Hard disk drive management takes on a life of its own

By Michael
November 28, 2012

In the old days, when information was written on tape or hard disk drives (HDD), it tended to stay put. These files could be recalled, copied, transferred, archived or deleted, and at the worst of times they might be stolen or lost, but they were otherwise reliably were they were used to begin with and IT personnel had no reason to think anything to the contrary could occur while they weren’t looking.

Today, public cloud deployments tend to shuffle and scramble information around however they want, which explains why many organizations are shying away from these offerings. Private cloud and virtualized servers offer a little more reliability in terms of data location, but it’s not the same as a solid state solution with tape tracking software or hard disk governance. Even now, businesses know that they should have a solid archival basis of HDD tools and cold-storage drives, just in case the worst happens to their more nebulous resources.

A hard disk shake up
To confuse the IT department even more, though, a revolution in HDD hardware deployments has made its debut, putting information stability in a tizzy. The A to Z of Materials (AZOM) wrote that the University of Texas has developed a new tool that throws solid state storage on its ear, with random reassortment of data blocks, which can then realign themselves through the power of science.

The University discovered a unique copolymerization technique that allows for self-assembly in hard disk drives, drastically increasing the storage capability of these devices. AZOM wrote that the density of these particles allows a terabit of data per square inch of storage capacity, resulting in a system that is almost too unstable to remain intact. In order to balance the risk of binary infractions, these polymer blocks can just jumble themselves around when they aren’t being heated over 200 degrees Celsius.

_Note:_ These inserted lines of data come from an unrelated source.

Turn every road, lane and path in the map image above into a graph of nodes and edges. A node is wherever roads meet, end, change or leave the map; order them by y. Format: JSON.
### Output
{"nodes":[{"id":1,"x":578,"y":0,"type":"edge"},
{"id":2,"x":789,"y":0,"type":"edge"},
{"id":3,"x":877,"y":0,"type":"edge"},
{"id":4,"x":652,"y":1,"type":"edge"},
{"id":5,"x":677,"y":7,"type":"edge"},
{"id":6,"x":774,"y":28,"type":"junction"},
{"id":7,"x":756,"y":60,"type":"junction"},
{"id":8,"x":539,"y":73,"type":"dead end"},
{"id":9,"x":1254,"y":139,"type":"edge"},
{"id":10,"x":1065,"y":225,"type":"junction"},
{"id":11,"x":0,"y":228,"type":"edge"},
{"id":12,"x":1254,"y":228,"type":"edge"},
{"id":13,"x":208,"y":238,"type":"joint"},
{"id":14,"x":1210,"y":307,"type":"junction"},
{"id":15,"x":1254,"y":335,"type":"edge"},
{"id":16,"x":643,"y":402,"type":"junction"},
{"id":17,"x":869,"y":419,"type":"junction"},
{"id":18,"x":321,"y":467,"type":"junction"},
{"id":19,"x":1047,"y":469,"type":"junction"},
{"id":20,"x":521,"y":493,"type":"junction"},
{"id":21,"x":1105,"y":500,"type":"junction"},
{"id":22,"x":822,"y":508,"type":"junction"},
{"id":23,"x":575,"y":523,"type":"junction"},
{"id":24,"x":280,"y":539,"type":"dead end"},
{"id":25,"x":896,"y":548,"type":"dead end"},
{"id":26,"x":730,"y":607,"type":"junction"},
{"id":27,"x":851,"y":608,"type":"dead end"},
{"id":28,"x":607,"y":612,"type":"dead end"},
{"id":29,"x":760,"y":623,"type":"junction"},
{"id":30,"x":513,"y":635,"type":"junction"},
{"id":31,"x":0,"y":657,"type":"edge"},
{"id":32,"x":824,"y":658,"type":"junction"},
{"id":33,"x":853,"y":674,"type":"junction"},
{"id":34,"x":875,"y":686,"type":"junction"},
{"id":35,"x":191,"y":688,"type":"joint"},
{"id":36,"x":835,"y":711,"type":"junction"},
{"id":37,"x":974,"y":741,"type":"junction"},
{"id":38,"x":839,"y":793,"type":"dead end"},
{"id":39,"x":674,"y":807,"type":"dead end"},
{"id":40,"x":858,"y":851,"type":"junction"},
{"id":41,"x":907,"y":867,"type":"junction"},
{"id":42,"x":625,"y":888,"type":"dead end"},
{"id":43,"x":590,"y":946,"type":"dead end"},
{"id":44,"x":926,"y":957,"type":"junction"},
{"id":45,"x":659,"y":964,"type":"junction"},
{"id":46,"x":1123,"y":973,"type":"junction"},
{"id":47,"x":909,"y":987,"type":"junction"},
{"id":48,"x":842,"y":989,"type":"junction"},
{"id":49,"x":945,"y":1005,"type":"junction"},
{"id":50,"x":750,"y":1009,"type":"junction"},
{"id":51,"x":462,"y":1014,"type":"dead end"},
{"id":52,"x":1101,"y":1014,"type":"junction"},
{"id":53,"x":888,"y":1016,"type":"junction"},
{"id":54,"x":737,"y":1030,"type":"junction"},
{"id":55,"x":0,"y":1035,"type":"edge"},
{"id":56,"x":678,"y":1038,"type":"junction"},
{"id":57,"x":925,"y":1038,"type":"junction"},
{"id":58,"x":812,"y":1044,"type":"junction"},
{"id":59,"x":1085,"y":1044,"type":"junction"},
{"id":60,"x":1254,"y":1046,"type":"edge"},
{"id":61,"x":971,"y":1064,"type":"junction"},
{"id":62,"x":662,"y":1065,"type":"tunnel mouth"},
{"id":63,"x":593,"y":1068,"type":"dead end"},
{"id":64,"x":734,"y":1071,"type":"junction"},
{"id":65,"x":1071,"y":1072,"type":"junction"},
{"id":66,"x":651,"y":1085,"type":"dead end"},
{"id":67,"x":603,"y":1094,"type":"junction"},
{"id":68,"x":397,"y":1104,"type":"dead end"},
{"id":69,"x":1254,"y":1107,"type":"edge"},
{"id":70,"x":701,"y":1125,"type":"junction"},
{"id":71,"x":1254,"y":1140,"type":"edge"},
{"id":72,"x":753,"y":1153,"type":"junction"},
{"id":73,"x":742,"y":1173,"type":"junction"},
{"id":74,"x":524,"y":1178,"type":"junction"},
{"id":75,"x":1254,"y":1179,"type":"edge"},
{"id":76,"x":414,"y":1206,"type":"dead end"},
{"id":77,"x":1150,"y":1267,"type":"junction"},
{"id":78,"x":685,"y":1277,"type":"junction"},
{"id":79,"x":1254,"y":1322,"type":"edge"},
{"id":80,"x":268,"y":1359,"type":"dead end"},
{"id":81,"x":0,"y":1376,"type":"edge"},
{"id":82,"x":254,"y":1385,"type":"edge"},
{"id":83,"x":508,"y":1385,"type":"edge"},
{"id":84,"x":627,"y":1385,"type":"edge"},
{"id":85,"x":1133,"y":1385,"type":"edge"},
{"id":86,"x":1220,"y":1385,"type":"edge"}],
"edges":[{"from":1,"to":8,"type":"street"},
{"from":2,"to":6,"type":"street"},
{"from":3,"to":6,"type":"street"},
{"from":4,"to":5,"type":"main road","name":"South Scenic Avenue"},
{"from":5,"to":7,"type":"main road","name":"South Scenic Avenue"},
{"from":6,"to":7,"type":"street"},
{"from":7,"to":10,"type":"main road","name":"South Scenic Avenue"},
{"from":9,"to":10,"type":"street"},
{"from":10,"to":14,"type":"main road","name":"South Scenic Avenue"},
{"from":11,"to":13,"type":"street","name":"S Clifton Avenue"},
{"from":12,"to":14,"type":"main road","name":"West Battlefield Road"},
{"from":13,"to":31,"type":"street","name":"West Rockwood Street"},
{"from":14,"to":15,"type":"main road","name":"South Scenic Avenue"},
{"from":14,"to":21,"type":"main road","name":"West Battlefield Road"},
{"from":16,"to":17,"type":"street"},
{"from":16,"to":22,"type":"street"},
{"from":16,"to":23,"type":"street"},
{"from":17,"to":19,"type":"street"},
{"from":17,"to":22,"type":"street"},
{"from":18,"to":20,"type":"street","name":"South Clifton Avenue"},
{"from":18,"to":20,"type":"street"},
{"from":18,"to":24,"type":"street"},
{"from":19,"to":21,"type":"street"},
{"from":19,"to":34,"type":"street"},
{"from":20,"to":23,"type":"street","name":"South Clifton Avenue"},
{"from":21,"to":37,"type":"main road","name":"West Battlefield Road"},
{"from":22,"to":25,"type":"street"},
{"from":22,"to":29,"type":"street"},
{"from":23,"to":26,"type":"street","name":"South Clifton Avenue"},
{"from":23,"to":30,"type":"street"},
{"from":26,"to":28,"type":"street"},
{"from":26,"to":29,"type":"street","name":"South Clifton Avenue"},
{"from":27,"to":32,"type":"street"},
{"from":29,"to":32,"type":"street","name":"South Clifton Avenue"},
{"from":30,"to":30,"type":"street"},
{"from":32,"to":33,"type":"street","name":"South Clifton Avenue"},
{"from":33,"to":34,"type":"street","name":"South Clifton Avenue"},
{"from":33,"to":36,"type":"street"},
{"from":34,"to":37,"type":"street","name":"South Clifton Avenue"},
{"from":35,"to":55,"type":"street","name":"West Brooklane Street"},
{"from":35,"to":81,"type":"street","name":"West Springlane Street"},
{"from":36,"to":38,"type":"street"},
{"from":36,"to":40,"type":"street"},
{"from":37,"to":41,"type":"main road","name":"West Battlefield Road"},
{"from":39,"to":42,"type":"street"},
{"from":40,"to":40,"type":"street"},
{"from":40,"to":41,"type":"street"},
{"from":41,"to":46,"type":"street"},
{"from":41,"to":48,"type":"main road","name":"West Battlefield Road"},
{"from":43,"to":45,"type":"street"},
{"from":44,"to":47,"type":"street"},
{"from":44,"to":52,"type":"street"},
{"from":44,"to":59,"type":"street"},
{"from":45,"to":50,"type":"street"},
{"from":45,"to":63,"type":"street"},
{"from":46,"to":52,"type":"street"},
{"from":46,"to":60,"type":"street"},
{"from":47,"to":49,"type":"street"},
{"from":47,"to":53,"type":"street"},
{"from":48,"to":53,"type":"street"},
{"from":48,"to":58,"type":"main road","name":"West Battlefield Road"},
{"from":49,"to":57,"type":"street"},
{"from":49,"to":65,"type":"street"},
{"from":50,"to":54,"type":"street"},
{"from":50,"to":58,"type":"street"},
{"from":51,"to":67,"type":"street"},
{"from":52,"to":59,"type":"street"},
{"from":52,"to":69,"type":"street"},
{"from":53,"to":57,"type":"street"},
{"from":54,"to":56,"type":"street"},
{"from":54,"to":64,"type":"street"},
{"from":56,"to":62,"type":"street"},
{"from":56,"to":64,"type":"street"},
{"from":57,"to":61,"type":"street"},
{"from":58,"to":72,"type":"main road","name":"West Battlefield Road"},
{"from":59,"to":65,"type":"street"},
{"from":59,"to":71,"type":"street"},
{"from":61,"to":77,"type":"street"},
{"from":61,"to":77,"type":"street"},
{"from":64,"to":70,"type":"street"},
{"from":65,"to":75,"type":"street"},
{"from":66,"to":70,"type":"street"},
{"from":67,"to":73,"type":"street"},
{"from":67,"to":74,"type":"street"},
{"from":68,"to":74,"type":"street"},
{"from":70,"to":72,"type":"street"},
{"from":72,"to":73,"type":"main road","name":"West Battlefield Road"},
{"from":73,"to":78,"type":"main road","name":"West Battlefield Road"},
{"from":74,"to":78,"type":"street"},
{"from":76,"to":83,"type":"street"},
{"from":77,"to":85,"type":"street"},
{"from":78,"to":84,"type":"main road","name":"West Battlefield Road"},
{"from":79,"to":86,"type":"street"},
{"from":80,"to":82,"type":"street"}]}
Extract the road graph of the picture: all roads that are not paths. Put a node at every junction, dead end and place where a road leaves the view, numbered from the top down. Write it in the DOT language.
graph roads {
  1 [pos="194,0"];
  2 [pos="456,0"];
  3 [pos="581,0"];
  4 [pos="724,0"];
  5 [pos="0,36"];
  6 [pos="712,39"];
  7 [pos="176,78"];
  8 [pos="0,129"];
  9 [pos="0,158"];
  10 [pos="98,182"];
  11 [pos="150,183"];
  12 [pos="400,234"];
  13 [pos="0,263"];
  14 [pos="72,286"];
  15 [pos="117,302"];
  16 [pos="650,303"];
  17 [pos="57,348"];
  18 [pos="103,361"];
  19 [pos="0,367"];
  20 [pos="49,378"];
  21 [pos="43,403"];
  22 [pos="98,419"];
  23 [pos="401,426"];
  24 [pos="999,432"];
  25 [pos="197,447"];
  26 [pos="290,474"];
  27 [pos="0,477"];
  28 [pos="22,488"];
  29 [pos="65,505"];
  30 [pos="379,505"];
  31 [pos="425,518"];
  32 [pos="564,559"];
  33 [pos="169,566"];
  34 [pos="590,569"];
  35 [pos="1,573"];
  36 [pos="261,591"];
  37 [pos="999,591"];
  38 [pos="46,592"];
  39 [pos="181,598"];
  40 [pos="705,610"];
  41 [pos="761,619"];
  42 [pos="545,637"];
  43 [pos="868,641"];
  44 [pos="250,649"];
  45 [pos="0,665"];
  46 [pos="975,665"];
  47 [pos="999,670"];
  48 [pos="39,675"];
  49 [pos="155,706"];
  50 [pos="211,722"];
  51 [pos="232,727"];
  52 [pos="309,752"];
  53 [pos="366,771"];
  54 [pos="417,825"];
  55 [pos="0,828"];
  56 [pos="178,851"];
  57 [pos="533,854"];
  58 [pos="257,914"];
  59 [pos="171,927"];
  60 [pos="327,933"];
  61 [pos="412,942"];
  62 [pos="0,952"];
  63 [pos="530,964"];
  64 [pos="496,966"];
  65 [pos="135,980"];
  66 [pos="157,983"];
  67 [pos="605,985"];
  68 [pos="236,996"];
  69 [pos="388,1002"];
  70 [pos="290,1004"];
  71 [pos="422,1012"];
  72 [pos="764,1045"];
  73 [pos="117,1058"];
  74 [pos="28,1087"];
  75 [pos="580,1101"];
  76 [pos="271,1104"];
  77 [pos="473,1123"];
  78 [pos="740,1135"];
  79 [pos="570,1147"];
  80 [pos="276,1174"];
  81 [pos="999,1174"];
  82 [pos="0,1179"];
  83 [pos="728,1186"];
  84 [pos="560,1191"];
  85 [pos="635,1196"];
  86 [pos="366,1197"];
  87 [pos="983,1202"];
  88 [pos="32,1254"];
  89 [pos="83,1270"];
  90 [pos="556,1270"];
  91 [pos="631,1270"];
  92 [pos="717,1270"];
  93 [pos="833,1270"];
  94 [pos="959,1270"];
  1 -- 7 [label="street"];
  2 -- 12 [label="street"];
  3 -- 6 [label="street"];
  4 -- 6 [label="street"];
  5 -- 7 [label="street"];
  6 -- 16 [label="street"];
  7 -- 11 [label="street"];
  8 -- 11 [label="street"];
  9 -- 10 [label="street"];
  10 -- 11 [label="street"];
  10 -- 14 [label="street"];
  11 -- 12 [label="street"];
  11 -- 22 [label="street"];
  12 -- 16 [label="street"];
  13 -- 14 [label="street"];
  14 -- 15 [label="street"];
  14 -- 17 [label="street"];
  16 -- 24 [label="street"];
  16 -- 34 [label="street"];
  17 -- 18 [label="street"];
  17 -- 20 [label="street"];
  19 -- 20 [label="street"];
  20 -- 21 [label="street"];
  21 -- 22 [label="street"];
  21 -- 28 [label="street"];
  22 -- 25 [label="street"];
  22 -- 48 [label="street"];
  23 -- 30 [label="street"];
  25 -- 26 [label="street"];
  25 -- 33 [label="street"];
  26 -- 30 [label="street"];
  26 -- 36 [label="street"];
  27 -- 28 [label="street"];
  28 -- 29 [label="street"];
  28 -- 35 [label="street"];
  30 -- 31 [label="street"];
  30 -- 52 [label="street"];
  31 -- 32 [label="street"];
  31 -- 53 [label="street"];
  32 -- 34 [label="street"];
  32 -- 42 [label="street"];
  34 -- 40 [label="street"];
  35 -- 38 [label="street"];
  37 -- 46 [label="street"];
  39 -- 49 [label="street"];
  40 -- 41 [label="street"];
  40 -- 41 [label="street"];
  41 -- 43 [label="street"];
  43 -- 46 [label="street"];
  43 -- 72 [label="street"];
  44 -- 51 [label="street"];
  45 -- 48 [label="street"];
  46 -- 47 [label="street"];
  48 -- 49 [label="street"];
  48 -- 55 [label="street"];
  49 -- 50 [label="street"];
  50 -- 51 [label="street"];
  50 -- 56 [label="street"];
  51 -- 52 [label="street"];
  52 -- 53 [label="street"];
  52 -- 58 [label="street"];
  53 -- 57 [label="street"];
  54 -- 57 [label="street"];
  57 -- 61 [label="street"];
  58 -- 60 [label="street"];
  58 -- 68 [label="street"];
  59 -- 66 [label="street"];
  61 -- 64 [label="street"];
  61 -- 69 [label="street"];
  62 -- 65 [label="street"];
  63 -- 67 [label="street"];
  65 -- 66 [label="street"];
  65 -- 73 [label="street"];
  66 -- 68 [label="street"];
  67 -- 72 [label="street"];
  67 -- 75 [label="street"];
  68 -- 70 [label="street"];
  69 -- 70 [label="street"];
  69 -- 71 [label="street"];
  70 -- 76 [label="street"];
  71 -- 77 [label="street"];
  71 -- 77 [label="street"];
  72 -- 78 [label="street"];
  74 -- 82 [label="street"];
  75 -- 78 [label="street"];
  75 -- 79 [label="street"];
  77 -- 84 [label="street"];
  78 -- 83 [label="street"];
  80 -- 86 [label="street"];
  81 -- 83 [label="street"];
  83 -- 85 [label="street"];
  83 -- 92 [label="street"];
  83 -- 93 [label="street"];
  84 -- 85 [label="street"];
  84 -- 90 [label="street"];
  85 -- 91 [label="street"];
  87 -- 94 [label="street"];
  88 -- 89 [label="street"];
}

This is actually great news for HDD management and the backup industry as a whole, InformationWeek wrote, because it means that new ways of using these tools are still being investigated. Some day, even if information is all stored in human DNA and people carry computers as retinal implants, disk drives will still be needed to maintain hard copies of the zettabytes of information being converted every minute, just like companies still need these resources now to maintain cloud stability.